Management of the Company is responsible for establishing and maintaining adequate internal control over financial reporting as such term is defined in Rules 13a-15(f) under the Securities Exchange Act of 1934 (“Exchange Act”).  The Company’s internal control over financial reporting is designed to provide reasonable assurance regarding the reliability of financial reporting and the preparation of the consolidated financial statements.  Our internal control over financial reporting is supported by a program of reviews by management, written policies and guidelines, careful selection and training of qualified personnel, and a written Code of Business Conduct adopted by our Company’s Board of Directors, applicable to all Company Directors and all officers and employees of our Company and subsidiaries. Our internal control over financial reporting includes those policies and procedures that:
 
·      pertain to the maintenance of records that, in reasonable detail, accurately and fairly reflect the transactions and dispositions of the assets of EIHC;
 
·      provide reasonable assurance that transactions are recorded as necessary to permit preparation of financial statements in accordance with U.S. generally accepted accounting principles, and that receipts and expenditures of EIHC are being made only in accordance with authorizations of management and directors of EIHC; and
 
·      provide reasonable assurance regarding prevention or timely detection of unauthorized acquisition, use or disposition of EIHC’s assets that could have a material effect on the financial statements.

Because of its inherent limitations, internal control over financial reporting may not prevent or detect misstatements and even when determined to be effective, can only provide reasonable assurance with respect to financial statement preparation and presentation.  Also, projections of any evaluation of effectiveness to future periods are subject to the risk that controls may become inadequate because of changes in conditions, or that the degree of compliance with the policies or procedures may deteriorate.

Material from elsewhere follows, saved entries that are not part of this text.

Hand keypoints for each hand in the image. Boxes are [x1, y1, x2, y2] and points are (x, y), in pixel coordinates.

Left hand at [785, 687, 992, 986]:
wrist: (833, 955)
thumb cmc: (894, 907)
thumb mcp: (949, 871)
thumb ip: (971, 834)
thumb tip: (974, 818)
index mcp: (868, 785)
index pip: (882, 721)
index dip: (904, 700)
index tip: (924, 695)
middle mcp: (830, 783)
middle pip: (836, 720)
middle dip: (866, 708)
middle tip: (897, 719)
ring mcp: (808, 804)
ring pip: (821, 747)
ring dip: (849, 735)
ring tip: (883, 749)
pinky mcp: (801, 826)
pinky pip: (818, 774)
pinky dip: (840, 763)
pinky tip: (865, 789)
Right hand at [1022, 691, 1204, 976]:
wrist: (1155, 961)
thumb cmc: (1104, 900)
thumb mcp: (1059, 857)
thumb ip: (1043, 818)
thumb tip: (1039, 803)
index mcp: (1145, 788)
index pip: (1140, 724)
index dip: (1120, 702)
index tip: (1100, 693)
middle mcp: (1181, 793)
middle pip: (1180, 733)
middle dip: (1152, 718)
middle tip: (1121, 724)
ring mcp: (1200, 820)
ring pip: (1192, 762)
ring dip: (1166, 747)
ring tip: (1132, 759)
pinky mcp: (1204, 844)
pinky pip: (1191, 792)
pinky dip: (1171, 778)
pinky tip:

Management, including our then principal executive officer and principal financial officer,  assessed the effectiveness of the Company’s internal control over financial reporting as of September 30, 2008.  In making this assessment, management used the criteria set forth by [the Committee of Sponsoring Organizations of the Treadway Commission (COSO) in Internal Control—Integrated Framework.  Based on our assessment as further discussed in the following paragraph, management believes that the Company maintained ineffective internal control over financial reporting as of September 30, 2008.
 
Based on this evaluation, management and the officers of the company concluded that our disclosure controls and procedures needed improvement and were ineffective to ensure that information required to be disclosed by our company in reports that we file or submit under the Securities Exchange Act of 1934 is recorded, processed, summarized and reported within the time periods specified in Commission rules and forms.  Additionally, management and the chief executive officer/chief financial officer concluded that our company's disclosure controls and procedures needed improvement to ensure that the information required to be disclosed by our company in the reports that we file or submit under the Exchange Act is accumulated and communicated to management and its chief executive officer/chief financial officer to allow timely decisions about required disclosure.

 
29

 

As a result, during the quarter ended December 31, 2008 we instituted additional levels of review and have retained the services of additional financial professionals with the requisite background and experience that will coordinate and be responsible for our disclosure controls and procedures.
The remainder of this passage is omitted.